La stagione 2016-17 della Premier League sarà ricordata come quella della restaurazione, del dominio dei club più ricchi e famosi dopo il rivoluzionario e inaspettato successo del Leicester guidato da sor Claudio Ranieri. Alla sommità della classifica troneggia il Chelsea allenato da un altro italiano, Antonio Conte, poi via via le solite note, con i campioni uscenti solo dodicesimi e senza più il defenestrato allenatore romano. Ormai è un dato incontestabile, nei principali campionati europei vincono sempre le stesse, anzi in Inghilterra almeno si possono godere un po’ di equilibrio in più tra le big, altrove nemmeno quello. L’impresa del Leicester rimarrà a lungo una piacevole eccezione, temiamo, e le piccole si dovranno accontentare delle briciole. Almeno in termini di risultati sportivi, perché sugli introiti il discorso cambia.

Tra i paria del massimo campionato inglese spicca senza dubbio il Burnley, che abbiamo scelto di vedere dal vivo in occasione dell’ultimo match dell’annata.

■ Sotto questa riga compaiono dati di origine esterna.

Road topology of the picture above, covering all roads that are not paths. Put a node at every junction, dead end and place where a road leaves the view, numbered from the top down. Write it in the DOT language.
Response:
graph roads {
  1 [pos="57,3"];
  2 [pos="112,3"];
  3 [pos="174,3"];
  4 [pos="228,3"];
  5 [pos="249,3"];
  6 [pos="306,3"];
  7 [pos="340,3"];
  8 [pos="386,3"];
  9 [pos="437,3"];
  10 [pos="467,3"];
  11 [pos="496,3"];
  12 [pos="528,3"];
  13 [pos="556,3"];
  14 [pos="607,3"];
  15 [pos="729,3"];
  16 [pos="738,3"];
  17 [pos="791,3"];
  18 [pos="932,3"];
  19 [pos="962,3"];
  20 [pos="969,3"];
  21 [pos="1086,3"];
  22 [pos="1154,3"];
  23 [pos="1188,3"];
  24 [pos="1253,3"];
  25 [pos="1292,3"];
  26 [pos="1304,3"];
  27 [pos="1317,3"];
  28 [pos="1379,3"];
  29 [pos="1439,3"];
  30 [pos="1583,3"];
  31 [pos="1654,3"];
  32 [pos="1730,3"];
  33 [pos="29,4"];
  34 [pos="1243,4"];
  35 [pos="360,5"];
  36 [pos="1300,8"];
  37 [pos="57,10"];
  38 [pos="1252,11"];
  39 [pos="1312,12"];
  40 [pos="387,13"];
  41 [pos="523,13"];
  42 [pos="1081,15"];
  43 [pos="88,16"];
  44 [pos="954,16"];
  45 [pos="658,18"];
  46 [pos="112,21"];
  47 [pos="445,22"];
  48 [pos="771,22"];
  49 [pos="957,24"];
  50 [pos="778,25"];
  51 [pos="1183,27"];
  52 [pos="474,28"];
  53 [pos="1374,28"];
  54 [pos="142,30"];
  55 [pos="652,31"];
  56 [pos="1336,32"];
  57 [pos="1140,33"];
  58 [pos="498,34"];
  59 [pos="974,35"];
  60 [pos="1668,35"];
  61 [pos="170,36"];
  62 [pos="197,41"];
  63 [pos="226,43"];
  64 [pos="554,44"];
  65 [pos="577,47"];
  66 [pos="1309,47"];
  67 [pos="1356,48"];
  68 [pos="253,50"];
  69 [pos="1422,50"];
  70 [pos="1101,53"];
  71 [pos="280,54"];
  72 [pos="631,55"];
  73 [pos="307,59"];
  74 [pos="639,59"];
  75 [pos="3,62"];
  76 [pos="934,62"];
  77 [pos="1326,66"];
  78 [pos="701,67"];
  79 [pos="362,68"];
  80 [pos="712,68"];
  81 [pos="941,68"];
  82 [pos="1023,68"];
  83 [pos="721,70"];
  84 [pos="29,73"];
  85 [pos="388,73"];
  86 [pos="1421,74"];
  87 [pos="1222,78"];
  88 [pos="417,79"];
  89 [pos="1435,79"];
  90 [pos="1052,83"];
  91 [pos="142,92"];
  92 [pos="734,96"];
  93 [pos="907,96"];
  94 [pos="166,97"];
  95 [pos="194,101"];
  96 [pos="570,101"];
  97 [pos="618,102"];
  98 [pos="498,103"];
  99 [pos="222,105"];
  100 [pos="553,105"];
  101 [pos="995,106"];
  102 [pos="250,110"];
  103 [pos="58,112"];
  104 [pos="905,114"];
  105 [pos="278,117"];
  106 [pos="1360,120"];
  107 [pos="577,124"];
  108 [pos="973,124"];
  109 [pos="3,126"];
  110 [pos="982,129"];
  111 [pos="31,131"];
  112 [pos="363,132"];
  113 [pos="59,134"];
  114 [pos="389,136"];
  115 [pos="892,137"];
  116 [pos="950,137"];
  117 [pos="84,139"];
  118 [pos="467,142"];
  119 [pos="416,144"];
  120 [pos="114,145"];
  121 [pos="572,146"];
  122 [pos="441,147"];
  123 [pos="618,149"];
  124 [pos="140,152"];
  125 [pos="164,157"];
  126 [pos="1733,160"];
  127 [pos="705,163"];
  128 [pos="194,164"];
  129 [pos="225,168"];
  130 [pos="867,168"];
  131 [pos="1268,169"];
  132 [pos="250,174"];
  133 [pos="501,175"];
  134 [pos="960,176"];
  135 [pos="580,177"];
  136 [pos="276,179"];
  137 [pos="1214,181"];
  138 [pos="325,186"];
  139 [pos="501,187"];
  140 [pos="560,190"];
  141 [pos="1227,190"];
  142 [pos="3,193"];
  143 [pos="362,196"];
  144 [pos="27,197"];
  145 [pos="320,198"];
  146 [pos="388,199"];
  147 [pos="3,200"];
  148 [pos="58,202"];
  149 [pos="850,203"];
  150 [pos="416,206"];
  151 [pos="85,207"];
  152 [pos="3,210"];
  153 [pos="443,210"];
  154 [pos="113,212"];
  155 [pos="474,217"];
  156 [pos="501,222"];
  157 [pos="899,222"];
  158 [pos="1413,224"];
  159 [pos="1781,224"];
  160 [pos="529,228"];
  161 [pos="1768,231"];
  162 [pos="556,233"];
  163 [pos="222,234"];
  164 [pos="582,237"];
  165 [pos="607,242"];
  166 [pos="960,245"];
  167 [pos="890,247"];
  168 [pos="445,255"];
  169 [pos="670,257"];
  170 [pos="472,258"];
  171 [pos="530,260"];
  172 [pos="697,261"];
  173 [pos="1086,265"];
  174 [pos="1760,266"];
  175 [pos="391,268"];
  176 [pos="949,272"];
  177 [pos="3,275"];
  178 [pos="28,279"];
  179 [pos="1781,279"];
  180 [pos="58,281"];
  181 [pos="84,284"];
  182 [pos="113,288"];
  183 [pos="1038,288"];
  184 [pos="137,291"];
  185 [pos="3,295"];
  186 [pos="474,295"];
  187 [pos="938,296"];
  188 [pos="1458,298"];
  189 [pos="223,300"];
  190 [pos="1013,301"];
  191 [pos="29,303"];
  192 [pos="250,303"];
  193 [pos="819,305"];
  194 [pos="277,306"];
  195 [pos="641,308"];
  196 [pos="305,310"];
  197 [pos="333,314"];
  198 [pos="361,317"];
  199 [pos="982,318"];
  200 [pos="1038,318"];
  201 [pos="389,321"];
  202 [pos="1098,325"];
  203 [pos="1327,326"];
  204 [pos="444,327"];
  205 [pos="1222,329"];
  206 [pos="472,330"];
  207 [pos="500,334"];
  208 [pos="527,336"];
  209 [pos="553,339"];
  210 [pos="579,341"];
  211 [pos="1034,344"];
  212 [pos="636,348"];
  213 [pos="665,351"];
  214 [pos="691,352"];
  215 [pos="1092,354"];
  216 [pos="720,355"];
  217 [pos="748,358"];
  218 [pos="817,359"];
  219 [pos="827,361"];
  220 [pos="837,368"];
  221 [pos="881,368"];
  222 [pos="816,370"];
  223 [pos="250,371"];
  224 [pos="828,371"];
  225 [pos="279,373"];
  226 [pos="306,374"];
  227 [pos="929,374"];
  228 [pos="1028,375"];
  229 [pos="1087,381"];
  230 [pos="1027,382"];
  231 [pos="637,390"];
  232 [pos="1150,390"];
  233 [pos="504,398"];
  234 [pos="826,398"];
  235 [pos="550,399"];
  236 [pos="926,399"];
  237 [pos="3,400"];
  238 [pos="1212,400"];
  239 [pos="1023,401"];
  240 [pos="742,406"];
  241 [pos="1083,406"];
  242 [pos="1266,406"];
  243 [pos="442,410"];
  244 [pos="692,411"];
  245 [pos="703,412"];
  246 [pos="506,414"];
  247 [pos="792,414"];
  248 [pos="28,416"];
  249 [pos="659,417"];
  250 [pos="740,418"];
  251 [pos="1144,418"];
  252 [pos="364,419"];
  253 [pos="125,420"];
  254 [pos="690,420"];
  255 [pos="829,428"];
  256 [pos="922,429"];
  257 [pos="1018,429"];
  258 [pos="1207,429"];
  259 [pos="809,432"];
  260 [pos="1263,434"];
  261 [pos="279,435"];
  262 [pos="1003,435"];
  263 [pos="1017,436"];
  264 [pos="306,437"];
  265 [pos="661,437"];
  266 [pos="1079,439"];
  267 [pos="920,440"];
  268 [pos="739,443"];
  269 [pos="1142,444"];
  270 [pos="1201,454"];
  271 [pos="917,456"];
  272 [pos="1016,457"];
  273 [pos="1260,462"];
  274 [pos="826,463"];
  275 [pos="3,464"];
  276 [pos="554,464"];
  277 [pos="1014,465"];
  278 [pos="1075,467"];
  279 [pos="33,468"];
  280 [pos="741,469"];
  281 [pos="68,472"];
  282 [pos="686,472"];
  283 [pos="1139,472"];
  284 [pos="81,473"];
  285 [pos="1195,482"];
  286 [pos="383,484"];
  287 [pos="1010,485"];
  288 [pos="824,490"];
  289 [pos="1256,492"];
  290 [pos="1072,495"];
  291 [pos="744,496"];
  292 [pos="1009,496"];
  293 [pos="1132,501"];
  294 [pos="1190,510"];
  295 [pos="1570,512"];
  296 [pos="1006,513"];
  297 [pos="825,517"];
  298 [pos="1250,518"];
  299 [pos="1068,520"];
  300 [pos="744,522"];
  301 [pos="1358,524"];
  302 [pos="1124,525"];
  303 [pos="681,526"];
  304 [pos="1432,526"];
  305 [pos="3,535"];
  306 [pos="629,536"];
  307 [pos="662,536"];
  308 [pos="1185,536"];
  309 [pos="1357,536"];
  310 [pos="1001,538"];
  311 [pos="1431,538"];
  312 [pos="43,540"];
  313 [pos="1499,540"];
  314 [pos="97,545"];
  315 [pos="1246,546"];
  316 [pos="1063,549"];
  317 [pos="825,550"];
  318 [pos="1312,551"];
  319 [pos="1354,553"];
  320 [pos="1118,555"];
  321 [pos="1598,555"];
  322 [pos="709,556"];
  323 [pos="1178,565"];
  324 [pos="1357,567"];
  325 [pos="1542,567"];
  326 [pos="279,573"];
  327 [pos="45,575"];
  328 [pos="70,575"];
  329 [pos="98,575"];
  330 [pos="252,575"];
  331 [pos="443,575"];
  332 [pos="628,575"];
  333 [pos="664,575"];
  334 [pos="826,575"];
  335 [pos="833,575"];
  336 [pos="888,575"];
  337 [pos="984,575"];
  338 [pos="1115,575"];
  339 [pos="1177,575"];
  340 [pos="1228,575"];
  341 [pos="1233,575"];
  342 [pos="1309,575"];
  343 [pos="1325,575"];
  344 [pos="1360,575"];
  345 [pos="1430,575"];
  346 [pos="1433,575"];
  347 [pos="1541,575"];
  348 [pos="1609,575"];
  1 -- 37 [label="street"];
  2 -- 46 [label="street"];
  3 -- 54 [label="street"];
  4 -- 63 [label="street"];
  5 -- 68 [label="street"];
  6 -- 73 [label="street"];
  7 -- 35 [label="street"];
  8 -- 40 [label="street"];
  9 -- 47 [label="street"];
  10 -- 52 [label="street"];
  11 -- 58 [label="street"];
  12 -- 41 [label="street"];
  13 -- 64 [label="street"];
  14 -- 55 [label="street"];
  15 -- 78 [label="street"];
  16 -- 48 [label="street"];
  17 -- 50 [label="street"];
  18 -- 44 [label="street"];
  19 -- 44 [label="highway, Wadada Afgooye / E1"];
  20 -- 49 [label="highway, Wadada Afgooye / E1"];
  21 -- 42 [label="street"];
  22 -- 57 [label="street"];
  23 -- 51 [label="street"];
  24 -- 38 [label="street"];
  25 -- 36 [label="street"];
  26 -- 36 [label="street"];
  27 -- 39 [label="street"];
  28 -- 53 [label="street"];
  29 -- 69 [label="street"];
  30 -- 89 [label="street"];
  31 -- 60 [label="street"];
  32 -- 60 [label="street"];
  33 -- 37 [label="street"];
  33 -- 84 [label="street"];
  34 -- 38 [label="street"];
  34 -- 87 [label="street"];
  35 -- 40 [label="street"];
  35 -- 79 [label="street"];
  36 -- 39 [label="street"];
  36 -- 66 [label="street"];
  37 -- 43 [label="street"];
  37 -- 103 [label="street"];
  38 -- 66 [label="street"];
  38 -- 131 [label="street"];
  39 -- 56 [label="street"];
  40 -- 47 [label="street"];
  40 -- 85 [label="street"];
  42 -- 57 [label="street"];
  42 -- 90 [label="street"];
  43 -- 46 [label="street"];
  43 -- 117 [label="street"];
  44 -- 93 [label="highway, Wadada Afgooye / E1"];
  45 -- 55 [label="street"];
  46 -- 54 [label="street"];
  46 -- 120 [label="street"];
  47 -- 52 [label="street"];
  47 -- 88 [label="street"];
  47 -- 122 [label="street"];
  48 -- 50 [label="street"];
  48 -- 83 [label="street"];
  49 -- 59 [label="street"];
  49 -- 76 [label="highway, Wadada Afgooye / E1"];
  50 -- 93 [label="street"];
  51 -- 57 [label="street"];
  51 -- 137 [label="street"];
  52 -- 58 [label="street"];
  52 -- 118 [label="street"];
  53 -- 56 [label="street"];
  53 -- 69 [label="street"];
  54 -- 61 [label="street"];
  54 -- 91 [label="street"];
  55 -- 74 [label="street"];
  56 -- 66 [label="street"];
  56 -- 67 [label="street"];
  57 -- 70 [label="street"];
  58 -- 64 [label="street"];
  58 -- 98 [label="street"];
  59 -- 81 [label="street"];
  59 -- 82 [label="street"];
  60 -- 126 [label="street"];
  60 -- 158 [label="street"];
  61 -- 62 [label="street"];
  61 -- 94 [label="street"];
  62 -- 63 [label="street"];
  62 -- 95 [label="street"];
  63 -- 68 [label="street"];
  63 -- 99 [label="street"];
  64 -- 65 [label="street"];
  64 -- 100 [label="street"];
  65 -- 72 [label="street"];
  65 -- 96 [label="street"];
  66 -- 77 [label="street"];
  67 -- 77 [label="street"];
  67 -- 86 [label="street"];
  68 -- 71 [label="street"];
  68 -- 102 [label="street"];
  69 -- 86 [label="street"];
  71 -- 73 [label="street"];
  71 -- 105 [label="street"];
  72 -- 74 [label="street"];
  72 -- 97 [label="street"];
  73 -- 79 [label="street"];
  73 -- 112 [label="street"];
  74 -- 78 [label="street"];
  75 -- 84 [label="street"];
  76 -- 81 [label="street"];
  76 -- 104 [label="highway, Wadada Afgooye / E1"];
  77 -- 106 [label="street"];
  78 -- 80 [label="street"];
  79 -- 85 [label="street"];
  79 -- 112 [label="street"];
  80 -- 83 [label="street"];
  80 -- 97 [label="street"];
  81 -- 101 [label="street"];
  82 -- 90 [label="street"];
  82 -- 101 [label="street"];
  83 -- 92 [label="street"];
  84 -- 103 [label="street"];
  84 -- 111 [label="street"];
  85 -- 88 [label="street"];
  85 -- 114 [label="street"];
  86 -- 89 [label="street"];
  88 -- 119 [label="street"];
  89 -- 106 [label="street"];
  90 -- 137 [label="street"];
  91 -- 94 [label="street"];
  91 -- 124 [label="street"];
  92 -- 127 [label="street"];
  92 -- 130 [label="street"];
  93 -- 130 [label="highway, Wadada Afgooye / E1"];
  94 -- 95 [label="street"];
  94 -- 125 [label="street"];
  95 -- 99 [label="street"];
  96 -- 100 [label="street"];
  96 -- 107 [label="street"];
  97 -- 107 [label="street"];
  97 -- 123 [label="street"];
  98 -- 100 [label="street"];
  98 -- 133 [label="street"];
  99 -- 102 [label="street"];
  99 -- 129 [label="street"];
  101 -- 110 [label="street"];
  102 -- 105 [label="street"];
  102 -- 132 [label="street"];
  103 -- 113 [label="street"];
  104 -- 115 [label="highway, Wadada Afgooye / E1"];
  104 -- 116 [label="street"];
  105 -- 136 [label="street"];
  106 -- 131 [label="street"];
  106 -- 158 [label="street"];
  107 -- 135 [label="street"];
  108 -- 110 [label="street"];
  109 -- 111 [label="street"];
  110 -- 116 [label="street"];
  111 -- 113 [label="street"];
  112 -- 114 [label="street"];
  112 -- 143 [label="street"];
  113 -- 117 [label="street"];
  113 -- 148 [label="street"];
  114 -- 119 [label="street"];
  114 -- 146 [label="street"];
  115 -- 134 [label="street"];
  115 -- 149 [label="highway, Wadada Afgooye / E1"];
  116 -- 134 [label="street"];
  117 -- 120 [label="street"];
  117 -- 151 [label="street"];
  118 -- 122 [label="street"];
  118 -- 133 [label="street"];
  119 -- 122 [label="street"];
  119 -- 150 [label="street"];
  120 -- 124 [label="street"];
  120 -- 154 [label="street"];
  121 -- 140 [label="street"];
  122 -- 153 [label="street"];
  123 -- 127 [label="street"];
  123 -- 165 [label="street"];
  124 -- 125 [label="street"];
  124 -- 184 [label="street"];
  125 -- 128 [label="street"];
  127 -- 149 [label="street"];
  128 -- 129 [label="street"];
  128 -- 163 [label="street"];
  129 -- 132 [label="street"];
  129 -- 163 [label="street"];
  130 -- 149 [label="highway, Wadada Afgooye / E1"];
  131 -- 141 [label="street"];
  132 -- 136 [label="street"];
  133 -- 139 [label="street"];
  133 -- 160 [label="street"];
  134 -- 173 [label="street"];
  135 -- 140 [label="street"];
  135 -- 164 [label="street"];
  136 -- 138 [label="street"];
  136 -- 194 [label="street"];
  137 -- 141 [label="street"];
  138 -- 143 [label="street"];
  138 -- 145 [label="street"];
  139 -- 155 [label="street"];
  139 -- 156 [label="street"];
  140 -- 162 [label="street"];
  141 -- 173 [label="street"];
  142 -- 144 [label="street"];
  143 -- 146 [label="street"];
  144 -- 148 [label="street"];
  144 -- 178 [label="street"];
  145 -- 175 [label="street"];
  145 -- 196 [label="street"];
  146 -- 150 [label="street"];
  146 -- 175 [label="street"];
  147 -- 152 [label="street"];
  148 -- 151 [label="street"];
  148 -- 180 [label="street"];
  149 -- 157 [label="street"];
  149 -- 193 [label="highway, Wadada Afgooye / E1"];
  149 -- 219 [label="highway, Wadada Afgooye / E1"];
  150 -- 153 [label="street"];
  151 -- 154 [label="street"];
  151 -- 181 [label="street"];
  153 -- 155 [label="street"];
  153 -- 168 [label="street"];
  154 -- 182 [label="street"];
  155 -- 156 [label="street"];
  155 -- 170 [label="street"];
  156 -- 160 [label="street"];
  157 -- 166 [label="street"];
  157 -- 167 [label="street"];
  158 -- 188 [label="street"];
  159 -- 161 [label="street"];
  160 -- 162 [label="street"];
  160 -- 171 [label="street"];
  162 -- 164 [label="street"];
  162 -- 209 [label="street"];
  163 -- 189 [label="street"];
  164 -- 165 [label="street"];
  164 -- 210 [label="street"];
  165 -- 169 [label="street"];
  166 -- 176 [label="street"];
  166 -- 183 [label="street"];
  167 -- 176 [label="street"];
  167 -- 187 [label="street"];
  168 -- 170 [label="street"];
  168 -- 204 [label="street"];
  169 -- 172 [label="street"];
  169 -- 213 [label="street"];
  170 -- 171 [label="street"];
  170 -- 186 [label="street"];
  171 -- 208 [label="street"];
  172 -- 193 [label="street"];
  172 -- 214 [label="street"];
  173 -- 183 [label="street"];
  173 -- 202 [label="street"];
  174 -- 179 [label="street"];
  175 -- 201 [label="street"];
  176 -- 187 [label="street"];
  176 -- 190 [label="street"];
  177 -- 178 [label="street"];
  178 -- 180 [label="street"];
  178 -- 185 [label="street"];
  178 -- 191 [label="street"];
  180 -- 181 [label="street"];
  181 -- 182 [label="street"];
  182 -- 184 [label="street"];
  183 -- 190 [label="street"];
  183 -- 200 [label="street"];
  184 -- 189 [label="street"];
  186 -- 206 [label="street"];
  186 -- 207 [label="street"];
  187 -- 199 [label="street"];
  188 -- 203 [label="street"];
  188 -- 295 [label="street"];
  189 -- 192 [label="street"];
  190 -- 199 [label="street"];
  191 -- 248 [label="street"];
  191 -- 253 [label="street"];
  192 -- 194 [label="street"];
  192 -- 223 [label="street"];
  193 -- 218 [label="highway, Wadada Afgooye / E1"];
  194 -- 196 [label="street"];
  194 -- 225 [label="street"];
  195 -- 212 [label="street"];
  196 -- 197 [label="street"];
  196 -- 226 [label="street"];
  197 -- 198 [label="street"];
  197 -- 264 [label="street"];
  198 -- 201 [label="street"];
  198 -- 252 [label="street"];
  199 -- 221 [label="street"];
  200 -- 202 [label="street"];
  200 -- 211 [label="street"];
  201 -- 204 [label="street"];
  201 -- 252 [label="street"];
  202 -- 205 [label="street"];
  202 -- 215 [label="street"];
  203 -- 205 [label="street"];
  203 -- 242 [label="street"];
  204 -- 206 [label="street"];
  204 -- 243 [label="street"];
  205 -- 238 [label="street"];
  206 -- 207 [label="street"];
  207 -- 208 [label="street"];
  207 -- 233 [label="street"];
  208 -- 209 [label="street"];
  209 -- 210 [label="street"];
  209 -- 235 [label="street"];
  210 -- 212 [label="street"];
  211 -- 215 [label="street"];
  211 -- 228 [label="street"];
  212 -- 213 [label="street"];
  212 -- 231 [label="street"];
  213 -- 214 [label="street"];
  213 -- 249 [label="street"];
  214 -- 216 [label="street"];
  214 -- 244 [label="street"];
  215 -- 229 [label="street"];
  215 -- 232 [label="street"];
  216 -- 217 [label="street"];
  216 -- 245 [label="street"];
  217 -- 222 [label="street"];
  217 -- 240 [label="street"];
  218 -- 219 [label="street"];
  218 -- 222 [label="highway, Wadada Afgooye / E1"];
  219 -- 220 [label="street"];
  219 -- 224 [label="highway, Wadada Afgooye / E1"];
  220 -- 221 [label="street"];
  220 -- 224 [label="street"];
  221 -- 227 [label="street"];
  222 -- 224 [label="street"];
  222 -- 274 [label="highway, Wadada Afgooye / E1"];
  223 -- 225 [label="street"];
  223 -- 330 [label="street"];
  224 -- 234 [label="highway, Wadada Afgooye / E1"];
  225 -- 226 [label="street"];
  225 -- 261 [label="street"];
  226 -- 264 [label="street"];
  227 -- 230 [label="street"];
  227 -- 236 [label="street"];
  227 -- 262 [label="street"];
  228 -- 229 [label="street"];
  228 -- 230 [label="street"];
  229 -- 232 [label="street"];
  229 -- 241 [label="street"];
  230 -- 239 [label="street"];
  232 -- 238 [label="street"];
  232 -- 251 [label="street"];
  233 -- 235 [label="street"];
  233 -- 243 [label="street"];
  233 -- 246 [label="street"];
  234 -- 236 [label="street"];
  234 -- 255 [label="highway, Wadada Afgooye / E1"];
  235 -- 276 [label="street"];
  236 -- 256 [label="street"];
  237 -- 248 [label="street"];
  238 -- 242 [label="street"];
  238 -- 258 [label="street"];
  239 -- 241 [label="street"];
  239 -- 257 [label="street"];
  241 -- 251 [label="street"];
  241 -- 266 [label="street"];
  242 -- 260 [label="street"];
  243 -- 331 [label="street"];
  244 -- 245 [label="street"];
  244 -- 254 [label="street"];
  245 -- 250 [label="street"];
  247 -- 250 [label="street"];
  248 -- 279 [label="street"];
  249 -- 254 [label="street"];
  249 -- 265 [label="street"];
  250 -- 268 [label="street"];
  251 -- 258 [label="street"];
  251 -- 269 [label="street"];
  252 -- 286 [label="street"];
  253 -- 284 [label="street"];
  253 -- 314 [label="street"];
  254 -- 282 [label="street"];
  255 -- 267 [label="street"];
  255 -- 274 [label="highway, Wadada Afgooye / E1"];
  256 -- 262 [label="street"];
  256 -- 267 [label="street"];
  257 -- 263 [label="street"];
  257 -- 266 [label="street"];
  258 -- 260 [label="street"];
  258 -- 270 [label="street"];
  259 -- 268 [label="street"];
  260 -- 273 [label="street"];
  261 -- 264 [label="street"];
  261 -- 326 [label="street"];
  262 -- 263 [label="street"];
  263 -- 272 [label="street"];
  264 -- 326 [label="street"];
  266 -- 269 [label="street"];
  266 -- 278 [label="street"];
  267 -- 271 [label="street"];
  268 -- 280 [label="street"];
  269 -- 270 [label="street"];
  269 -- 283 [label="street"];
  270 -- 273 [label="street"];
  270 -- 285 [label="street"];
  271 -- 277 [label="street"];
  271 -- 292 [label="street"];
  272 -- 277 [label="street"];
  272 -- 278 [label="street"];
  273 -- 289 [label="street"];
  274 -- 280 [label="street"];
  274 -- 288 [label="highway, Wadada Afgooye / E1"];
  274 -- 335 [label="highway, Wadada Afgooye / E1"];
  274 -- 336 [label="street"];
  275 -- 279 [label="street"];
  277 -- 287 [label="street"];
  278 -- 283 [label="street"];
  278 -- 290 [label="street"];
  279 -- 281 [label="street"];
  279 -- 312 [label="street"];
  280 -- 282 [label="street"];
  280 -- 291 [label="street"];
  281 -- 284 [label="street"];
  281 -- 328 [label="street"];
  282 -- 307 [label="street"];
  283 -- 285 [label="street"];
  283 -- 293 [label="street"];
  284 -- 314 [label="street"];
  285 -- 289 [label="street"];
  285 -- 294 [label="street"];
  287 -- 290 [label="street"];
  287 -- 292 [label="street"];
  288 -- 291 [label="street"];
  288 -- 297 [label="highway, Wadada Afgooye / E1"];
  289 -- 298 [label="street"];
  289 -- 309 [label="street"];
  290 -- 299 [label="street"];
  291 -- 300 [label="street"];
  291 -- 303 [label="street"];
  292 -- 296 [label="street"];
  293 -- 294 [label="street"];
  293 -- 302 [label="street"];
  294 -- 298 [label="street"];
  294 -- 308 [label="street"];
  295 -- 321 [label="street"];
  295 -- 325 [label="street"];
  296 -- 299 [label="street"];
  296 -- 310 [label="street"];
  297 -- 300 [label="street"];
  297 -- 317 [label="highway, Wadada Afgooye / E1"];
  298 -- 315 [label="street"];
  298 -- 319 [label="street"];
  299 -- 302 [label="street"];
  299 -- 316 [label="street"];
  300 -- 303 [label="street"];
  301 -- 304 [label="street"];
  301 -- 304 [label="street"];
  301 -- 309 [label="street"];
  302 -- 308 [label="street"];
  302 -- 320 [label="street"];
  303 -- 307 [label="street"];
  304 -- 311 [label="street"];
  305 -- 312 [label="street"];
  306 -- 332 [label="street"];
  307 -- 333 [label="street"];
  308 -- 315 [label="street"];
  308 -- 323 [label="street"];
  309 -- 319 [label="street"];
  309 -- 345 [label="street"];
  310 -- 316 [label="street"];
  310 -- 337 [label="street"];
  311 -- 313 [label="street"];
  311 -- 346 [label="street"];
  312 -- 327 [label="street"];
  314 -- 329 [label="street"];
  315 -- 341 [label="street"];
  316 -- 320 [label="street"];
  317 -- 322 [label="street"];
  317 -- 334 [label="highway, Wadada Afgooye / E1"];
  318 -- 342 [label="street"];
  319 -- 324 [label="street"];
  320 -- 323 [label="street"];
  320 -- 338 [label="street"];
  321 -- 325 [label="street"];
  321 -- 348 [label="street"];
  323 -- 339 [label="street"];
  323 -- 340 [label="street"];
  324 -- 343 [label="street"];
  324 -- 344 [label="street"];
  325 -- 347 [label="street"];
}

A un tiro di schioppo da Manchester, questa città nel cuore del Lancashire è stata uno dei cuori pulsanti della rivoluzione industriale. Oltre due secoli fa nell’arco di poco tempo la popolazione passò da 10mila a 100mila unità, mentre spuntavano come funghi le ciminiere delle aziende tessili che ammorbavano l’aria con i loro mefitici miasmi. Come ci raccontano le cronache dell’epoca, si lavorava tanto, a ritmi e condizioni estreme. Perché, recitava l’adagio, prima di colazione bisognava rifornire il mercato interno, dopo quello mondiale.

Il declino è stato inesorabile e reso ancora più drammatico dalle politiche da vera macelleria sociale messe in atto da Margaret Thatcher a cavallo tra gli anni Settanta e Ottanta del secolo scorso.

Quasi pleonastico aggiungere che Burnley è rimasta fieramente working class. Prima dell’avvento di Tony Blair da queste parti i candidati laburisti superavano facilmente il 50%. Ora i tempi sono cambiati, la delusione è tanta, così il fascista BNP (che già nel 2002 si aggiudicò a sorpresa tre seggi in consiglio comunale) e l’anti-europeo UKIP possono ormai contare su uno zoccolo duro di votanti del 15%. Non è un caso che circa due terzi dei votanti nel 2016 si sia espresso a favore della Brexit.

Non sono più centinaia come in passato, ma il panorama cittadino è ancora segnato da alcune ciminiere e dai resti delle ultime fabbriche tessili. Gli angoli da manuale d’archeologia industriale si alternano con gli austeri edifici vittoriani e con qualche tentativo di riqualificazione urbana. Ma qui è difficile parlare di vera e propria gentrificazione, perché a Burnley l’impatto di una crisi ormai ultra-decennale non accenna a diminuire.

Una cosa che conta, e tanto, da queste parti, è la squadra di calcio. L’hanno sempre seguita con immensa passione. Nel 1914 fu indetto uno sciopero per poter ammirare i giocatori che sfilavano con la Coppa d’Inghilterra appena vinta, ed erano in migliaia anche quando il Burnley ha disputato sette campionati in quarta serie oltre due lustri fa. Figuriamoci ora che, unica tra le neo-promosse, ha conservato con merito un posto in Premier.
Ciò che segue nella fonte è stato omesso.